在Lab 4中,使用了时钟中断。注意到sysenter指令会把EFLAGS寄存器的IF位清零以屏蔽外部中断,但sysexit指令却不会复位IF。因此,在sysexit之前,需要sti。
asm
// in trapentry.S
.global fast_system_call
.type fast_system_call, @function
.align 2
fast_system_call:
pushl $0
pushl %edi
pushl %ebx
pushl %ecx
pushl %edx
pushl %eax
call syscall_fast // 现在调用syscall_fast
movl %esi, %edx
movl %ebp, %ecx
sti // sti以复位IF
sysexit那么,哪些系统调用函数可以通过快速系统调用实现呢?注意到sysexit指令总是回到调用点,因此,sys_yield(),以及其他涉及到yield的系统调用,如sys_ipc_recv(),不能使用快速系统调用。(还有另外一个原因:我做了Lab 4的Challenge 3,因此sys_yield()需要保存浮点状态,但是快速系统调用不会做这一点)

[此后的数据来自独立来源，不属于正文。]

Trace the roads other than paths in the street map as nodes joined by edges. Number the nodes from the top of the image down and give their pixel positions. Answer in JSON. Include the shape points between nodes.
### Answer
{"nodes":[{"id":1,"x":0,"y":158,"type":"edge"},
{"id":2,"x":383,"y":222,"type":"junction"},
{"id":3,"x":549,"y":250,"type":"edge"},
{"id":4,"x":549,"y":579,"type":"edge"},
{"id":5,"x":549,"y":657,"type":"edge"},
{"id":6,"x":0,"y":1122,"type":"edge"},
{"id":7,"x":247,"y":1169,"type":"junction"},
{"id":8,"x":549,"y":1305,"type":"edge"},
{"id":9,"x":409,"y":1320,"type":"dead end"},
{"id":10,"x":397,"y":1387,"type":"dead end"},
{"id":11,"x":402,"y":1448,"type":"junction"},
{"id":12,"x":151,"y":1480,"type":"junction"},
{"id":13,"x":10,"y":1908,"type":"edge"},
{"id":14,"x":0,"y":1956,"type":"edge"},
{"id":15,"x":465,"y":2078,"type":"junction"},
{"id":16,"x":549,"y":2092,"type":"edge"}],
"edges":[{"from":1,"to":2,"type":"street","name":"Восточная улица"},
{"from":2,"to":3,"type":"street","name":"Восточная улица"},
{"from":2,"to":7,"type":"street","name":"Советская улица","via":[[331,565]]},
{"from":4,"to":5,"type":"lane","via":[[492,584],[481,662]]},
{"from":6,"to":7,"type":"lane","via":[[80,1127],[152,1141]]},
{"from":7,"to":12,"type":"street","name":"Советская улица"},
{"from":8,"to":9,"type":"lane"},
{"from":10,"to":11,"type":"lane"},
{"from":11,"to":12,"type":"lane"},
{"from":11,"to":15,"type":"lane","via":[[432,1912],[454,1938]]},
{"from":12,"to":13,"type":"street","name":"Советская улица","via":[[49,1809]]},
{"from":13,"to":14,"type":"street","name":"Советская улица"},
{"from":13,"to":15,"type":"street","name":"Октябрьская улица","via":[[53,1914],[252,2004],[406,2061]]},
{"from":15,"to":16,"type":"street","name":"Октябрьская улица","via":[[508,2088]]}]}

sys_env_set_trapframe()可能会修改EIP和/或ESP,它也不能用快速系统调用实现。
sys_page_map()也不能通过快速系统调用实现,因为它有5个参数,而快速系统调用至多支持4个参数。
因为sys_exofork()直接在inc/lib.h内联定义,为了保证代码的简单性,它也无法通过快速系统调用实现。
最终,修改lib/syscall.c中的syscall()如下:
c
switch (num)
{
case SYS_cputs: case SYS_cgetc: case SYS_getenvid: case SYS_page_alloc:
case SYS_page_unmap: case SYS_env_set_status: case SYS_env_set_pgfault_upcall:
case SYS_ipc_try_send:
asm volatile("pushl %%ebp\n"
"movl %%esp, %%ebp\n"
"leal 114514f, %%esi\n"
"sysenter\n"
"114514:\n"
"popl %%ebp\n"
: "=a"(ret)
: "a"(num), "d"(a1), "c"(a2), "b"(a3), "D"(a4)
: "%esi", "cc", "memory");
break;
default:
asm volatile("int %1\n"
: "=a"(ret)
: "i"(T_SYSCALL), "a"(num), "d"(a1), "c"(a2), "b"(a3),
"D"(a4), "S"(a5)
: "cc", "memory");
}注意,考虑到系统调用可能改变条件码,我对clobber加上了"cc",这是Lab 3中我没有做的。
Lab 4
在Lab 4中,我选择了Challenge 3:使用fxrstor和fxsave指令进行浮点状态的保存和恢复。这部分代码无需改动。
现在,我的JOS Lab可以将Lab 1 Challenge 1、Lab 2 Challenge 1、Lab 3 Challenge 2 & 3、Lab 4 Challenge 3和Lab 5 Challenge 2全部启用的情况下,在Lab 5获得满分(喜)。